[Collected data]
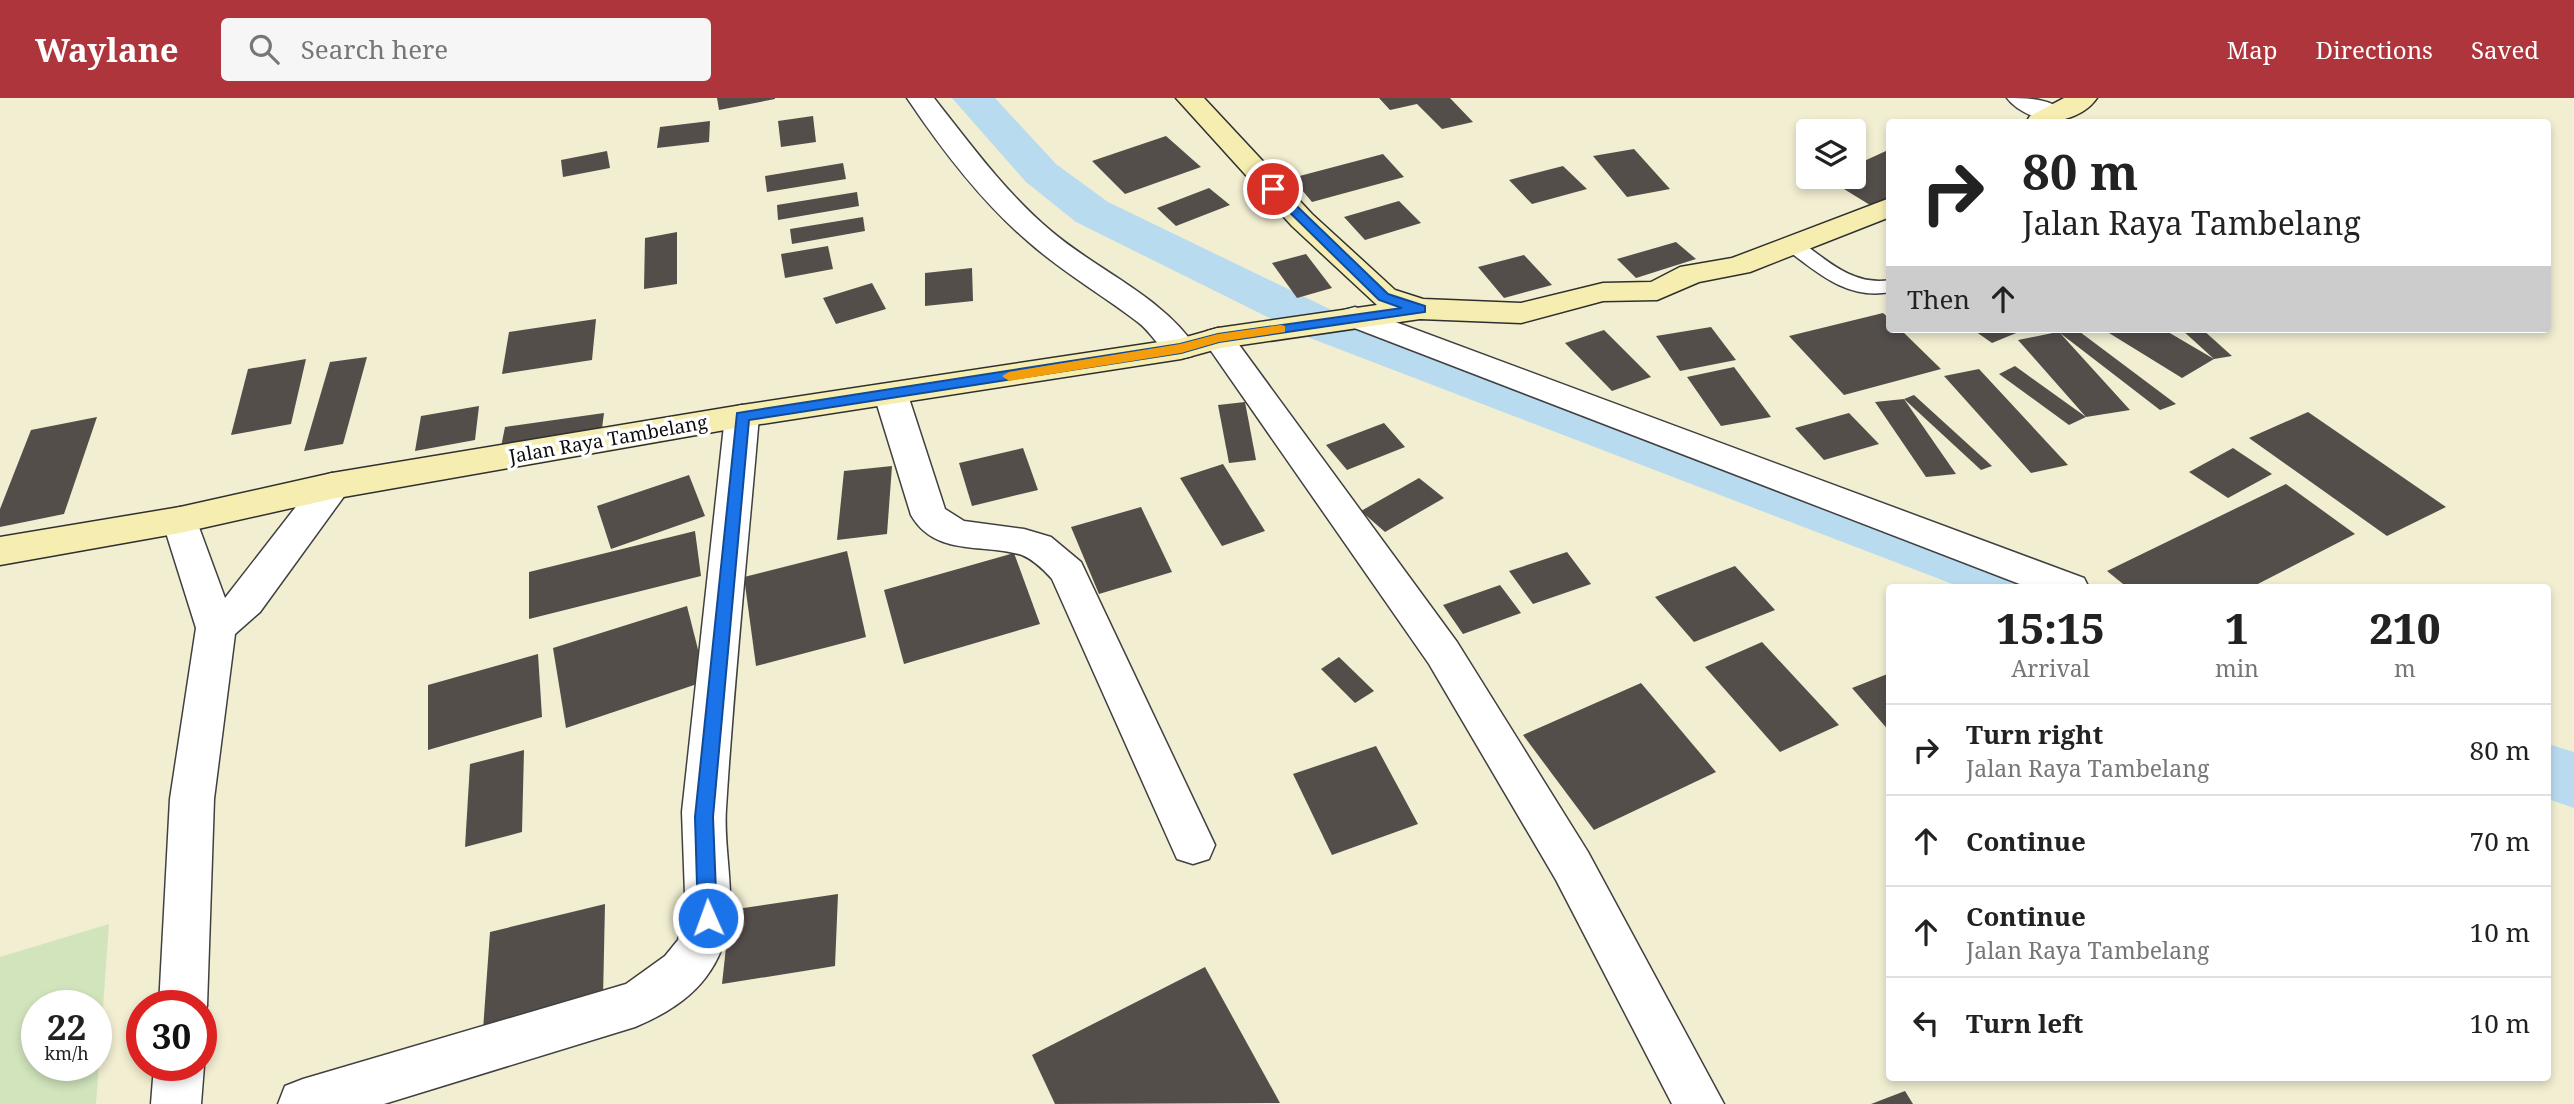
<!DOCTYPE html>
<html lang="en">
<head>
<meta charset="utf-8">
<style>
  :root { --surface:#fff; --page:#f6f6f6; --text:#222; --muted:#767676; --line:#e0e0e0; --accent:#ae353b }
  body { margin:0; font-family:"Noto Serif",serif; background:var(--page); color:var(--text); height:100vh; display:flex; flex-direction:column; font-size:26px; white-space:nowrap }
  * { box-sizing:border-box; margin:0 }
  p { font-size:23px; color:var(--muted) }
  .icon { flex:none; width:38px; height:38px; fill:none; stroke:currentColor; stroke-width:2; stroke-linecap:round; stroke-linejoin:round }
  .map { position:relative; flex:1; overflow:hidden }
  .sheet { position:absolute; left:1886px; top:486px; width:665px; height:497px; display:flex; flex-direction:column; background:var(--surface); border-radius:7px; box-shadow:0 4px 10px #0003 }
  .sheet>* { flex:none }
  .top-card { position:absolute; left:1886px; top:21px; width:665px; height:214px; border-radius:7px; box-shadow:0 4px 10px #0003; background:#fff; color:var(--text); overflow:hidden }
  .buttons { position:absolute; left:1796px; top:21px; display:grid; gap:14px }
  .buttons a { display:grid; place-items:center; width:70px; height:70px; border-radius:7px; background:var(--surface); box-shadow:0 4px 10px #0003; font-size:35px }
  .speed { position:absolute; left:21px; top:892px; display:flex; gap:14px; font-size:35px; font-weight:700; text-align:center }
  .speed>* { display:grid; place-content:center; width:91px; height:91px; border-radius:50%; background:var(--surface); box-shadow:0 4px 10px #0003; line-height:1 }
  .speed small { font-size:18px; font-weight:400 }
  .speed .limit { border:10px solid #d22; background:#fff; color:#111 }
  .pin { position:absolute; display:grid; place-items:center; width:60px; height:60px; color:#fff; margin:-30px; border:4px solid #fff; border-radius:50%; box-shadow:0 2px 7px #0007 }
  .me { position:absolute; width:77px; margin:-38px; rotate:358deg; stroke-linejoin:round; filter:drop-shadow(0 0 5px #0008) }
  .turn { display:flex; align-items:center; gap:24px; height:147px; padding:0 21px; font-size:32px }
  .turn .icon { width:91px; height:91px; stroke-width:2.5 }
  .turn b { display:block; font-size:49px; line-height:60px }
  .then { display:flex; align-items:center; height:66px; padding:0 21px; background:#0003; gap:14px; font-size:26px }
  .eta { display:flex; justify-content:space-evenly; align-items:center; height:119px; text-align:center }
  .eta b { font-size:42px; font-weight:800; line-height:49px }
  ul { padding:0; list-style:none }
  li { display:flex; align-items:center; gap:21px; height:91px; padding:0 21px; border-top:2px solid var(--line) }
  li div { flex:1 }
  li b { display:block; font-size:26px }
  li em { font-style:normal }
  header { display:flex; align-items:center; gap:42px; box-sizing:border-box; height:98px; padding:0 35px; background:var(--accent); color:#fff }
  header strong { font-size:33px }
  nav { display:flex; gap:38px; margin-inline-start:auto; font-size:24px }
  .search { width:490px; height:63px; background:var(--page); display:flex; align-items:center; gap:18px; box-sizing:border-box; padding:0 24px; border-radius:7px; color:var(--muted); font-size:26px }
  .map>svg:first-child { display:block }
  .farmland { fill:#f1eed2; fill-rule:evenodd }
  .green { fill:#d1e4bc; fill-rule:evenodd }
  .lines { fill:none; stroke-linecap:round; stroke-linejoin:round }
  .canal { fill:#b9dbef; fill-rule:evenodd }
  .building { fill:#544e4b }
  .service-casing { stroke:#404040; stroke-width:3 }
  .minor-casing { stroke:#404040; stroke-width:3 }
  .tertiary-casing { stroke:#404040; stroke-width:3 }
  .secondary-casing { stroke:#2f2f2f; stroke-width:3 }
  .service { fill:#fff; fill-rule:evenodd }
  .minor { fill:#fff; fill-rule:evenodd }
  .tertiary { fill:#fff; fill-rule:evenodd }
  .secondary { fill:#f6eeb1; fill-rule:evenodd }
  .route { fill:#1a73e8; stroke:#114b97; stroke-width:2 }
  .slow { fill:#f59e0b }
  .labels { text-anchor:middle; stroke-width:7; stroke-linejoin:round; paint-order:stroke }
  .street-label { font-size:19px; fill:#0d0d0d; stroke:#fff }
</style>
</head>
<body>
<header>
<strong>Waylane</strong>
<div class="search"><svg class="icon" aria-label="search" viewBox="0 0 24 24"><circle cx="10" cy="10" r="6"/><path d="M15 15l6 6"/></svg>Search here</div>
<nav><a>Map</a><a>Directions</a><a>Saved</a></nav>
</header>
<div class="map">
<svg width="2574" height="1006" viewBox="0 0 2574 1006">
  <rect width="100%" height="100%" fill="#fdfaef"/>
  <path class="farmland" d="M0 0H2574V1006H0ZM1890 24H2548V231H1890ZM1808 33H1853V79H1808ZM1890 490H2548V980H1890ZM37 908H96V968H37ZM142 908H201V968H142Z"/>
  <path class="green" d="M109 826 96 1006H0V859ZM37 908H96V968H37Z"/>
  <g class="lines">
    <g class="canal">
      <path d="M952 0H995L1056 66 1108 104 1344 218 2046 474 2055 490H1963L1310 240 1076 124 1026 84Z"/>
      <path d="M2548 646 2574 654V710L2548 701Z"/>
    </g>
  </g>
  <g class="building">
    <path d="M717 0H775V1L719 12Z"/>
    <path d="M1379 0H1450L1473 24 1442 31 1417 6 1390 12Z"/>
    <path d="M813 18 816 44 781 49 778 23Z"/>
    <path d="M710 23 709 44 657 50 660 29Z"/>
    <path d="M1166 38 1201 69 1125 96 1092 63Z"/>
    <path d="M1634 51 1670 91 1627 99 1593 58Z"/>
    <path d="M607 53 610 70 563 79 561 62Z"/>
    <path d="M1886 53 1890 56V112L1883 115 1826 80 1853 79V68Z"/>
    <path d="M1383 56 1404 79 1312 104 1292 80Z"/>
    <path d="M843 65 846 81 767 94 765 78Z"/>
    <path d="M1563 68 1587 91 1532 106 1509 82Z"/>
    <path d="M1209 90 1230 107 1176 128 1157 110Z"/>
    <path d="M857 94 859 108 778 122 777 107Z"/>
    <path d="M1399 103 1421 125 1365 142 1344 119Z"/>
    <path d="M863 119 865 133 792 146 790 131Z"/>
    <path d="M677 134V186L644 191 645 140Z"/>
    <path d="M1676 144 1696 161 1636 180 1617 161Z"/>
    <path d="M828 148 833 171 785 180 781 156Z"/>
    <path d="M1306 156 1332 190 1297 200 1272 165Z"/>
    <path d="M1524 157 1552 187 1504 200 1478 169Z"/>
    <path d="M972 170 973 203 925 208V175Z"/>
    <path d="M872 185 886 211 836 226 823 200Z"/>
    <path d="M1883 215 1890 221V231H1900L1941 271 1844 297 1789 238Z"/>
    <path d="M596 221 592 262 502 276 509 234Z"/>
    <path d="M1711 229 1736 262 1680 273 1656 238Z"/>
    <path d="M1972 231H2026L1992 245Z"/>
    <path d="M2072 231H2076L2176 306 2160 312 2060 235 2130 312 2086 319 2018 242Z"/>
    <path d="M2117 231H2163L2214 261 2181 231H2202L2232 258 2214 261 2182 280 2109 235Z"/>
    <path d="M1604 232 1651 279 1612 293 1565 245Z"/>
    <path d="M367 259 343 346 304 353 330 264Z"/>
    <path d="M306 261 291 326 231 337 248 271Z"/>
    <path d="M2015 268 2086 319 2069 327 1999 276Z"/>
    <path d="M1734 269 1771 319 1721 328 1687 279Z"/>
    <path d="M1979 271 2068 367 2031 375 1944 278Z"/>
    <path d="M1914 297 1992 368 1981 372 1904 301Z"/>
    <path d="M1904 301 1956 376 1926 379 1875 304Z"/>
    <path d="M1245 304 1256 362 1229 365 1218 307Z"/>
    <path d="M479 308 475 342 415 353 421 318Z"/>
    <path d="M2308 314 2446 409 2387 438 2249 340Z"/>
    <path d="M604 315 599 353 497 369 505 329Z"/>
    <path d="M1849 315 1879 346 1824 362 1795 330Z"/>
    <path d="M97 319 64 416 0 429V411L31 332Z"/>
    <path d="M1384 325 1405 349 1347 372 1326 347Z"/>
    <path d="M1023 350 1038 392 972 408 959 365Z"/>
    <path d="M2233 350 2272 376 2228 400 2189 374Z"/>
    <path d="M1223 366 1265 433 1222 448 1180 380Z"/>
    <path d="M892 368 887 436 837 442 844 373Z"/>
    <path d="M689 377 705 418 611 451 597 408Z"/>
    <path d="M1419 380 1444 400 1385 434 1361 413Z"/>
    <path d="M2286 386 2355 436 2250 490H2128L2107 473Z"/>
    <path d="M1141 409 1172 474 1099 496 1071 429Z"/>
    <path d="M695 433 701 478 529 521V474Z"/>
    <path d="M847 453 866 539 756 568 744 479Z"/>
    <path d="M1567 454 1591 486 1533 506 1509 473Z"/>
    <path d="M1014 455 1040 526 904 566 884 492Z"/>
    <path d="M1735 468 1775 512 1694 544 1655 499Z"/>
    <path d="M1500 487 1521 515 1463 536 1443 507Z"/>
    <path d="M687 508 706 583 566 630 553 550Z"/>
    <path d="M1762 544 1839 627 1780 654 1705 569Z"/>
    <path d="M538 556 542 619 428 652V587Z"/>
    <path d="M1339 559 1374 593 1355 605 1321 571Z"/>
    <path d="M1890 575V634L1852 590Z"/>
    <path d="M1641 585 1716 674 1594 732 1523 637Z"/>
    <path d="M1376 648 1418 726 1332 757 1293 676Z"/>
    <path d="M524 652 522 734 465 749 470 666Z"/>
    <path d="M838 796 835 868 722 886 730 812Z"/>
    <path d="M605 806 603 900 483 932 490 834Z"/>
    <path d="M1205 869 1280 1005 1055 1006 1032 957Z"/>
    <path d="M1905 993 1913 1006H1871Z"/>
  </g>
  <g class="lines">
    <defs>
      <path id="service" d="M1793 141 1800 143C1828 163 1853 188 1890 182V194C1847 202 1818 175 1786 151L1783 147 1786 143Z"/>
      <g id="minor">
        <path d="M907 0H934C970 46 1006 95 1051 133 1098 173 1162 198 1197 251L1192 258C1164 266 1158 240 1139 225 1104 198 1064 175 1031 146 983 106 942 52 907 0Z"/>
        <path d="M2007 0C2028 0 2054 0 2067 17L2064 23C2047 27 2017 14 2007 0Z"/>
        <path d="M1355 209 2084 480 2089 490H2030L1344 226 1339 219 1344 212Z"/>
        <path d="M1218 230 1229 233 1457 544 1588 754 1724 1006H1672L1556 782 1429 566 1202 240 1207 233Z"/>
        <path d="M891 286 903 289 908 297 945 411 964 423 1024 431 1051 439 1081 464 1215 747 1209 761 1193 766 1177 761 1052 481C1044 472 1034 462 1022 457 983 445 935 459 911 417L874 297 879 289Z"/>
        <path d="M742 307 754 310 759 318C748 449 734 580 726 711 723 755 738 801 724 844 710 888 676 912 635 929L384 1006H278L285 988 303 981 626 886 665 858 678 842 681 830 685 797 682 714 725 318 730 310Z"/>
      </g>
      <g id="tertiary">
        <path d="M332 375 345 379 350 388 345 397 260 514 235 536 214 701 207 908 201 921V908H159L170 701 196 530 162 422 167 413 180 409 193 413 225 500 319 379Z"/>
        <path d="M201 962 204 968 201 1006H151L154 968H201Z"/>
      </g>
      <g id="secondary">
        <path d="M1176 0H1204L1312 116 1395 192 1423 201 1521 205 1603 185 1651 184 1680 169 1732 160 1890 100V119L1750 174 1699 184 1657 202 1603 203 1521 225 1420 221 1221 250 1181 261 742 329 332 401 180 435 0 467V439L180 409 332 375 742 307 1179 241 1218 230 1377 207 1292 128Z"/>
        <path d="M2064 0H2097C2082 22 2050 26 2026 24L2030 18Z"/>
      </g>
    </defs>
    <use href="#service" class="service-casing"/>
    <use href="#minor" class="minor-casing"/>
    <use href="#tertiary" class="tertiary-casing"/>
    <use href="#secondary" class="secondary-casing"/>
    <use href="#service" class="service"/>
    <use href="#minor" class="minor"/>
    <use href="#tertiary" class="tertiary"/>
    <use href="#secondary" class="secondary"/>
  </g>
  <path class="route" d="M1269 89H1277L1388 196 1425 208V214L1219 244 1181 255 749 322 713 719 717 820 714 826 708 828 701 826 698 820 695 719 737 315 1180 246 1218 236 1402 210 1379 202 1269 94Z"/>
  <path class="slow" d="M1281 227 1285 228V234L1219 244 1181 255 1009 283 1002 278 1009 274 1180 246 1218 236Z"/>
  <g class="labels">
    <g class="street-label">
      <text transform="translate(608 341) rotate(-10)" y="7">Jalan Raya Tambelang</text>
    </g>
  </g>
</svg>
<div class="buttons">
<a><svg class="icon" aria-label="layers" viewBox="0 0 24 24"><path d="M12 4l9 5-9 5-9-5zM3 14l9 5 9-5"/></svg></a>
</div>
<div class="speed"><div>22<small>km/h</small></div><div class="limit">30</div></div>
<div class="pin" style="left:1273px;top:91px;background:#d93025"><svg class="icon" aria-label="arrive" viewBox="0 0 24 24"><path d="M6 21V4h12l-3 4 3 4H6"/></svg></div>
<svg class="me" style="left:708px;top:820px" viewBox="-20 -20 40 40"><circle r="17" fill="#1a73e8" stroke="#fff" stroke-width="3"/><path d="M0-11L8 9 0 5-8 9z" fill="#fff"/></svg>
<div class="top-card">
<div class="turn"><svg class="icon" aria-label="right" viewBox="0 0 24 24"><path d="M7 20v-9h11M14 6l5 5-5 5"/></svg><div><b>80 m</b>Jalan Raya Tambelang</div></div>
<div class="then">Then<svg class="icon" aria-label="ahead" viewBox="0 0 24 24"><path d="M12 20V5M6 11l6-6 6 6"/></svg></div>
</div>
<section class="sheet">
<div class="eta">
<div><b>15:15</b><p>Arrival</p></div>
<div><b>1</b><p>min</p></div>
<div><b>210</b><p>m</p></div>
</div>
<ul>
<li><svg class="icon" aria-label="right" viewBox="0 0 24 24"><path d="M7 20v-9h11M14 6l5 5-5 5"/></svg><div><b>Turn right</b><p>Jalan Raya Tambelang</p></div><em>80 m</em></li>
<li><svg class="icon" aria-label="ahead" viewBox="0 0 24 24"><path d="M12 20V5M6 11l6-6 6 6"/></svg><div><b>Continue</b></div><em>70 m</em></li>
<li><svg class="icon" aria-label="ahead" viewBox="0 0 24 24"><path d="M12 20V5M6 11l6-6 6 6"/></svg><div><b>Continue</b><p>Jalan Raya Tambelang</p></div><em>10 m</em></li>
<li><svg class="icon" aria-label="left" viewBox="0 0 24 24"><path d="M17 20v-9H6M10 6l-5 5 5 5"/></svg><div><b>Turn left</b></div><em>10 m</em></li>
</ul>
</section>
</div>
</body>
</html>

# What you have to do:
Using the data above, show each line where "none" occurs.

# Your solution:
  .icon { flex:none; width:38px; height:38px; fill:none; stroke:currentColor; stroke-width:2; stroke-linecap:round; stroke-linejoin:round }
  .sheet>* { flex:none }
  ul { padding:0; list-style:none }
  .lines { fill:none; stroke-linecap:round; stroke-linejoin:round }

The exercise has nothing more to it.